First, the download of information and imagery into our brains – from the Internet, television, radio, cellphones, MP3 players, podcasting, Xboxes, etc. – is radically different from a natural, self-directed search for knowledge about our world.

The primary difference is that someone else is making decisions about who, what, when, where, why and how we see and hear. Clearly, news selection is now designed with the market in mind. That’s costly when it comes to the way we discern what is happening in our time. But that’s only the beginning of costs. What are some of the others?

Thinking: Programmed information produces programmed thinking. So our “personal thoughts” are not that at all – we simply download them from the available menu of pre-formulated scripts (business, political, religious, entertainment, etc.).

Therefore, we end up robotically reciting the scripts to one another: “Michael Moore is today’s Paul Revere.” “No question about it; this heat wave is caused by global warming.”

Freedom: “Who doesn’t want to wear the ribbon?” That Seinfeld line describes the social conformity that pulls us into “approved” thought and action.

One measure of our freedom is how much we cherish and protect the freedom to not do what we are free to do. For example, the freedom to vote is precious and has been purchased by human lives. Still, it also includes the freedom to not vote. But casually mention that you didn’t vote in the last election (perhaps in a union meeting, a Sunday school class or a crowded elevator) and see if you get away with all your hair and blood.

Curiosity: Just as we now have scripted thinking and attitudes, much of our curiosity is now culturally directed. When’s the last time you saw a kid gazing into an ant den or a telescope? It seems that we’ve lost the flair of imagination essential to sailing a schooner around the Horn – or endlessly watching hawks in the air.

Today, curiosity has come to mean Googling to find who played “Napoleon Dynamite” or downloading two-year-old satellite photos of your own house.

Conversation: Have you noticed that genuine conversation is disappearing? How long has it been since you had a normal discourse about any of the millions of mysteries in your world? Rather than gathering with others in contemplation and wonder, we have been rewired to merely react to whatever our culture presents.

As a result, we’re trading that fine art of collective and respectful inquiry for shotgun blasts of opinion.

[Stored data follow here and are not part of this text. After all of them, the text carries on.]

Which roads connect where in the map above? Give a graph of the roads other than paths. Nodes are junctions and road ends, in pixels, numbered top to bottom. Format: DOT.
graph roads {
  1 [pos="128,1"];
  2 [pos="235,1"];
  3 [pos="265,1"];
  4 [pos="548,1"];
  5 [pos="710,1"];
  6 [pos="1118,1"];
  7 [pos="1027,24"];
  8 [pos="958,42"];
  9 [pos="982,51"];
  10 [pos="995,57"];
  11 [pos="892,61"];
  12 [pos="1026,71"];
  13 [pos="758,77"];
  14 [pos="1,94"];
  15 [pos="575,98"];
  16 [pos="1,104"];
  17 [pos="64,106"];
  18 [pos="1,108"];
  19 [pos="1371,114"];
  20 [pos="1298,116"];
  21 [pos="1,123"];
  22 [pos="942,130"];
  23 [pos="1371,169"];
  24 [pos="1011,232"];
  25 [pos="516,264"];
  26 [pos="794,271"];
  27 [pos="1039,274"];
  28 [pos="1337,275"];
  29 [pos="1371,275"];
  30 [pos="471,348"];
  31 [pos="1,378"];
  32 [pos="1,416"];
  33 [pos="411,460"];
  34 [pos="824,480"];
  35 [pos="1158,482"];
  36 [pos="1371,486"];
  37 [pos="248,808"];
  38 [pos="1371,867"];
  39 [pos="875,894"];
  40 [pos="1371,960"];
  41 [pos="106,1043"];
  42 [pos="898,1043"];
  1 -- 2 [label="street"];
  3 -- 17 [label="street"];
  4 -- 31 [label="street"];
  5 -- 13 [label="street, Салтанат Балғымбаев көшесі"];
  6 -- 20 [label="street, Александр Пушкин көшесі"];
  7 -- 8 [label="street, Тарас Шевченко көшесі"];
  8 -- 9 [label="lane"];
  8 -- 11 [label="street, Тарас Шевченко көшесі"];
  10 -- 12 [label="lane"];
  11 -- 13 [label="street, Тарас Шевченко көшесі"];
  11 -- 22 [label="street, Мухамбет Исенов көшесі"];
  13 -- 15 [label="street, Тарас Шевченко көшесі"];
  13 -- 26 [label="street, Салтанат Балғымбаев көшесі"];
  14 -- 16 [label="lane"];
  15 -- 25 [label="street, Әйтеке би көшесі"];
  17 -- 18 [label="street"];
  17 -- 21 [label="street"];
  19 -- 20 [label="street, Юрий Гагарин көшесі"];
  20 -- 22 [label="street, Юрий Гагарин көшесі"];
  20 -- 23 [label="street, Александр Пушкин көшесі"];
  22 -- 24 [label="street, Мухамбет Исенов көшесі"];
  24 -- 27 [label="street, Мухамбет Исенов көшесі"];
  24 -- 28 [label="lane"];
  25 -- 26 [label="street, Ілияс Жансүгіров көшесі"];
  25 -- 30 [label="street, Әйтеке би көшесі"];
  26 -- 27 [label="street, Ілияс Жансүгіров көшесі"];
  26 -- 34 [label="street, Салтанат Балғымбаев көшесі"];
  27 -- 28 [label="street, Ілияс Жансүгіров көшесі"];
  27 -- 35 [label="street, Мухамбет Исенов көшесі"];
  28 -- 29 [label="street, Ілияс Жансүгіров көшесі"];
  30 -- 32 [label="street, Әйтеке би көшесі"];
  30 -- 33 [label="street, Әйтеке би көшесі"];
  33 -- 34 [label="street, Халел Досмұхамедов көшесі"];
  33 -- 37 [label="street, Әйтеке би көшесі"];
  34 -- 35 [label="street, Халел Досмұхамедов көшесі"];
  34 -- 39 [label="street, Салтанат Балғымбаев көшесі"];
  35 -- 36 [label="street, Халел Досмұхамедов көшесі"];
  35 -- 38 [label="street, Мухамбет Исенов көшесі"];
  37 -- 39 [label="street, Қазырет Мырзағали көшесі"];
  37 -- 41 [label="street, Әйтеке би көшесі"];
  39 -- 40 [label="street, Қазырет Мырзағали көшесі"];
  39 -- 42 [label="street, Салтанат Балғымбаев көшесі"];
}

Reality: A new TV commercial shows a family preparing for a driving vacation. But before they can even think about a cross-country trip, they must visit a major electronics store to buy an auto DVD system and various games and other electronic boxes for the kids. The last scene shows them gliding joyously down the highway with the kids direct-wired into those demonic boxes. Outside the window, a real world passes by unnoticed.

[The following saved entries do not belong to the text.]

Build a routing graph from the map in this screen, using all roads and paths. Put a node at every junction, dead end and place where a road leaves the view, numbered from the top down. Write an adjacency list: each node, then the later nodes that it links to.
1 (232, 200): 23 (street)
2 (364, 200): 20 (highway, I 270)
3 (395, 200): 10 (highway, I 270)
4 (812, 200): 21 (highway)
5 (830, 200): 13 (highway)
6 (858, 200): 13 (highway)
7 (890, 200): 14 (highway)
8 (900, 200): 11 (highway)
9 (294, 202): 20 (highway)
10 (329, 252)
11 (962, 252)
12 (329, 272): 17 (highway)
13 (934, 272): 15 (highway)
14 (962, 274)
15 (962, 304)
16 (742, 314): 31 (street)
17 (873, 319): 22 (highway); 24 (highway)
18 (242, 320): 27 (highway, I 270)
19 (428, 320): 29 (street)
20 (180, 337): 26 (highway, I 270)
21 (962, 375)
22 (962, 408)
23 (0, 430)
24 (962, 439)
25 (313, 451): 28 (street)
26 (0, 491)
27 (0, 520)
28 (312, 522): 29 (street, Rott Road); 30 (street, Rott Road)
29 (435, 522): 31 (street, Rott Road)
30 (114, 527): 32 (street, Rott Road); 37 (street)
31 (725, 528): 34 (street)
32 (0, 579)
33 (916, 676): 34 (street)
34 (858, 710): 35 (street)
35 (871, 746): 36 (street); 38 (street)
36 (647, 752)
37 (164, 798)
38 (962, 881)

Americans have carried on a long love affair with progress, and I’ve been as infatuated as most. But an increasing chorus of voices is now asking: “What are we gaining and what are we losing through progress? Are those losses acceptable?”

Perhaps we’re coming to the end of the affair. I’m personally ready to cash in some progress in order to buy back some lost freedoms, serious curiosity, a renaissance of independent thinking and reality. And I’d love to have a genuine, thoughtful and respectful conversation again.